New York cotton futures for December eased by 1.4% to 74.08 cents a pound in early deals in New York, hitting the lowest level for a spot contract since December 2020, and extending a decline spurred by deteriorating world economic forecasts.
Cotton, which as an industrial commodity is particularly vulnerable among ags to broader market sentiment, has now lost 37% over the past two months on a December contract basis.
The impact of the weaker economic outlook was underlined on Friday by Cotlook, which downgraded by 630,000 tonnes (2.9m bales) to 23.81m tonnes (109.4m bales) its forecast for world cotton consumption in 2022-23, as started in August.
“Consumption has been lowered substantially, as a result of changes for almost all of the principal consuming markets,” the UK-based analysis group said.
Mill slowdown
Of the demand estimate revision, 270,000 tonnes related to the Indian subcontinent, where consumption was now seen falling for a second consecutive season, to 9.27m tonnes.
The figure for consumption by China – which is under particularly scrutiny, for evidence of the economic impact of Covid lockdowns – was cut by 150,000 tonnes to 7.45m tonnes, also putting a year-on-year decline on the cards.
Vietnam, the fifth-ranked consuming country, where consumption had been expected to hold steady this season, also received a notable demand downgrade, of 100,000 tonnes to 1.25m tonnes.
The changes fuelled an increase to 995,000 tonnes (4.6m bales) in Cotlook’s forecast for growth in world cotton stocks this season, from a previous estimate of 452,000 tonnes (2.1m bales).
‘Still worried about demand’
The revisions tally with those unveiled earlier in October by the US Department of Agriculture, which made its biggest monthly downgrade to its world cotton demand hopes since the depths of the Covid pandemic, sending futures tumbling.

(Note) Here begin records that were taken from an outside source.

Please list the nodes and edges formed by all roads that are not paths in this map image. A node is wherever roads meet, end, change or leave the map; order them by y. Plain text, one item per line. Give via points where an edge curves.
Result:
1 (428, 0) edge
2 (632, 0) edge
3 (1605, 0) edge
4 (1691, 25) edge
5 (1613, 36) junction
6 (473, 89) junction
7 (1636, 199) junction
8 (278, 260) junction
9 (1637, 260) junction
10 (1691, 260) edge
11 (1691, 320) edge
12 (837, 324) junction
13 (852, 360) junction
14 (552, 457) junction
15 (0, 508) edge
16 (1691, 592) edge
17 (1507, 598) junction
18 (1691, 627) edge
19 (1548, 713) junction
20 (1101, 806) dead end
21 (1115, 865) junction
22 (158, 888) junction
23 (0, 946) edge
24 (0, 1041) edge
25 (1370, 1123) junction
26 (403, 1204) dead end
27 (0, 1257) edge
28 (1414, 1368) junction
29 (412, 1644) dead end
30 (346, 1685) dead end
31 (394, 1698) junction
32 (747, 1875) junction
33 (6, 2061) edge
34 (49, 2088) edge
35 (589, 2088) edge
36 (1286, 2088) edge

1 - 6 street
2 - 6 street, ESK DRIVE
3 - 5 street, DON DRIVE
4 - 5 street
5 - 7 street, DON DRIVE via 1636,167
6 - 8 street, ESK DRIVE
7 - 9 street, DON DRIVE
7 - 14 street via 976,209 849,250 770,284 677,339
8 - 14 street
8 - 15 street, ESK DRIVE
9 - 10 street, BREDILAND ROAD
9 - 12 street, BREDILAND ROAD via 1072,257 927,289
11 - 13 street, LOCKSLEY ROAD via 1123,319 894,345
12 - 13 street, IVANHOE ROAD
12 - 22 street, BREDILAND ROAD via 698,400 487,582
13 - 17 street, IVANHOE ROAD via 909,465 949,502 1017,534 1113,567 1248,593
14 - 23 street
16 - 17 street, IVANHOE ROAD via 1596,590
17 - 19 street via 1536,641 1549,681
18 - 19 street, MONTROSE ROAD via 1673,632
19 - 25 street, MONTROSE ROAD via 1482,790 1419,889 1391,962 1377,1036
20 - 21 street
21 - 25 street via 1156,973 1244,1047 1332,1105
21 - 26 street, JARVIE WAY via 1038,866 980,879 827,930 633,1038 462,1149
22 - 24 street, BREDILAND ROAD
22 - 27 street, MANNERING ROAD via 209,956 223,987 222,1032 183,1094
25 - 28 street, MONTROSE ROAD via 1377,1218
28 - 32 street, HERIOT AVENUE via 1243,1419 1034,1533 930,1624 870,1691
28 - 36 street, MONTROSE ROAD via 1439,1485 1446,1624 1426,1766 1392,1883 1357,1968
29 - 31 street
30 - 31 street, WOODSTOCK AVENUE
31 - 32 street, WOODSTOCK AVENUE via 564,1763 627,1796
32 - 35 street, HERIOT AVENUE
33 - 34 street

Concerns have been stoked by a soft start to 2022-23 for demand for US exports, with importers’ upland cotton commitments – completed exports and unfulfilled orders combined – at a five-year low of 8.44m running bales so far.
Chinese commitments, at 1.78m bales, are down 30% year on year.
“The trade is still worried about demand moving forward due to recession fears and Chinese lockdowns,” said Jack Scoville at broker Price Futures.
“It is possible that the continued Chinese lockdowns will continue to hurt demand for imported cotton for that country and that a weaker economy will hurt demand from the rest of the world.”
Prices have also felt some pressure from reports of better-than-expected results from the ongoing US cotton harvest.
The Cotlook A index of physical values stood at 95.25 cents a pound as of Thursday, down by nearly one-quarter since the start of September.